Our bodies know the difference before our minds do. Tight shoulders. A stiff back, a crick in the neck.The sense that we’re carrying more than we should. It’s a physical signal that something we’re holding doesn’t belong to us.
Picture trying to hold water in your hands. At first, you feel capable. Responsible. But the water slides away no matter how tightly you grip it. Your hands tense. Your breath shortens. You try harder even though the task was impossible from the start. Many of the responsibilities we cling to work the same way.
There comes a moment in life when you realize you don’t need to prove your worth by carrying what was never yours.
You don’t need to keep the peace through over-managing.
You don’t need to be the steady one all the time.
When you let something fall away, your body responds with relief. Your breath softens. Your chest loosens.
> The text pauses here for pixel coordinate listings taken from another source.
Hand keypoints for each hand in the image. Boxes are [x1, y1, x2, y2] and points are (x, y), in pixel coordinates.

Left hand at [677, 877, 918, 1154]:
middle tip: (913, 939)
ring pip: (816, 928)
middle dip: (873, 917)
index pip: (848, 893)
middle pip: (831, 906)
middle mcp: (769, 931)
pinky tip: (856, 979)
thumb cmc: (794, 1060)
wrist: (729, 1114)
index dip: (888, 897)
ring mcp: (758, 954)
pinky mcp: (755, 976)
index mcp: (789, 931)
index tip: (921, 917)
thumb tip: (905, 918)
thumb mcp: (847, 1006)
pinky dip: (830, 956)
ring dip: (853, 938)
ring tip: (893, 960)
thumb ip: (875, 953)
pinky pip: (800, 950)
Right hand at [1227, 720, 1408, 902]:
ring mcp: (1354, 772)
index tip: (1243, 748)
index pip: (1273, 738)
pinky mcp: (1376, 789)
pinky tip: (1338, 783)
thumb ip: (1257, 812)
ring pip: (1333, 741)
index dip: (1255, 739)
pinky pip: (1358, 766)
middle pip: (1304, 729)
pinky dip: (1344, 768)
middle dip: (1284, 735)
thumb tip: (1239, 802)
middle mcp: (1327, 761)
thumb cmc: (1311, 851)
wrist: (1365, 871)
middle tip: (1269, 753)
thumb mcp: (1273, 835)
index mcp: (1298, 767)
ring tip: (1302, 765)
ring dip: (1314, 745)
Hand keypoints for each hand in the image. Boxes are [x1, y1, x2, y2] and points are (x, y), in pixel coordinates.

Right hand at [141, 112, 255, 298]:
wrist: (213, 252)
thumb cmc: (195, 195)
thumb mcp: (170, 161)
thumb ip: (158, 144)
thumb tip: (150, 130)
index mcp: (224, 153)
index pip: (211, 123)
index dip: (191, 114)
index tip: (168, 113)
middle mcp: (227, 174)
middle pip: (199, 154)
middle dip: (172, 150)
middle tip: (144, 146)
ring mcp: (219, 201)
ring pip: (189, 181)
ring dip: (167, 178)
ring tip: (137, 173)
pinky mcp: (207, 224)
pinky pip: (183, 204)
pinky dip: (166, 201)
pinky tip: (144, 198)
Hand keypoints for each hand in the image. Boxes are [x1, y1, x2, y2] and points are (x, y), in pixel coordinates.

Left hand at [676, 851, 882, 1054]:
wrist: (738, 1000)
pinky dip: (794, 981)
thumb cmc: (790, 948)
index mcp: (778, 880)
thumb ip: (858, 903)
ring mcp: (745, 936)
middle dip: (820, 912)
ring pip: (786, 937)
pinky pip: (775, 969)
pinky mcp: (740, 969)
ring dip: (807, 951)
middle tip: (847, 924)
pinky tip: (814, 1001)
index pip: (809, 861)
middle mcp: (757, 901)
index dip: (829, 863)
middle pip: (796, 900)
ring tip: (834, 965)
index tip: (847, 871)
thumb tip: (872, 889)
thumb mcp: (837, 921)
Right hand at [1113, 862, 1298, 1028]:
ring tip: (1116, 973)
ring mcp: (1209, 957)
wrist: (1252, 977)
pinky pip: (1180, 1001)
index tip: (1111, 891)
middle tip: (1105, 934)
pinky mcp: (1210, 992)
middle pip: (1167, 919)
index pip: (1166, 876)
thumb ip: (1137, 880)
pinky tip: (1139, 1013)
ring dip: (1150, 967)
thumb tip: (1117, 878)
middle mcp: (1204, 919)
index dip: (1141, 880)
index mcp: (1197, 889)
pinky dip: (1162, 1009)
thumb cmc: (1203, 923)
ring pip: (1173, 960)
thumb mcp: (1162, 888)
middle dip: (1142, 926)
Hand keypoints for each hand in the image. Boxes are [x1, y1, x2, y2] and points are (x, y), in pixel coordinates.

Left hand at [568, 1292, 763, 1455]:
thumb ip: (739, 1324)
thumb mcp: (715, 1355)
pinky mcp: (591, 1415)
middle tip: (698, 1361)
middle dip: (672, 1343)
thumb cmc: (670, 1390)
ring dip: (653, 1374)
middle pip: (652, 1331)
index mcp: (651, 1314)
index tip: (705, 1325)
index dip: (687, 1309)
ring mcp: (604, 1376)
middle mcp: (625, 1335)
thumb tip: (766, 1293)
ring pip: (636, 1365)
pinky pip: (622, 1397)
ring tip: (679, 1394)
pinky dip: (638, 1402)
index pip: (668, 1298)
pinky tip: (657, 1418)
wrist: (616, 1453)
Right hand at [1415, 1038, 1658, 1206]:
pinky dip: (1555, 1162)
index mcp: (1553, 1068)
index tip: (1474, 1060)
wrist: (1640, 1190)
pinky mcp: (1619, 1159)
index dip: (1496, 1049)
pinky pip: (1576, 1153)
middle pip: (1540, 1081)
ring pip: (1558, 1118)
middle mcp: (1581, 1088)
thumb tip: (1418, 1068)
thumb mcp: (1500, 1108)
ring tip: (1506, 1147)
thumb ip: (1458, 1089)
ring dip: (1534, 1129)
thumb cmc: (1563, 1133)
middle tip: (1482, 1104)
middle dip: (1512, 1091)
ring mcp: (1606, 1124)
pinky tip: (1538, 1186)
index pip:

Your nervous system recognizes real safety, the kind that comes from choosing what’s actually yours to hold.
Letting go isn’t a weakness. It’s trust in motion.
5 Questions to Ask Yourself
1. What am I carrying today that no one actually asked me to hold?
2. If I set one responsibility down, what fear shows up? And is that fear even true?
3. What part of my body tightens when I feel pressure to manage everything myself?
4. Whose expectations am I trying to meet right now? My own or someone else’s?
5. If I trusted life just a little more, what could I let go of? How would that feel?
5 Micro Practices
Shoulder Check: Roll your shoulders once and notice what you’re clenching. Let them drop a bit.
Ask Yourself: When stress shows up, ask yourself, “Is this mine?” If not, set it aside in your mind.
One Less Thing: Pick one thing you’ll stop managing today and let it unfold without your supervision.
Cupped Hands: Cup your hands like you’re holding water. Notice how hard it is to keep anything in. Then open your hands.
Lean Back: Sit back and feel your spine support you. Notice how your mind follows your body into ease.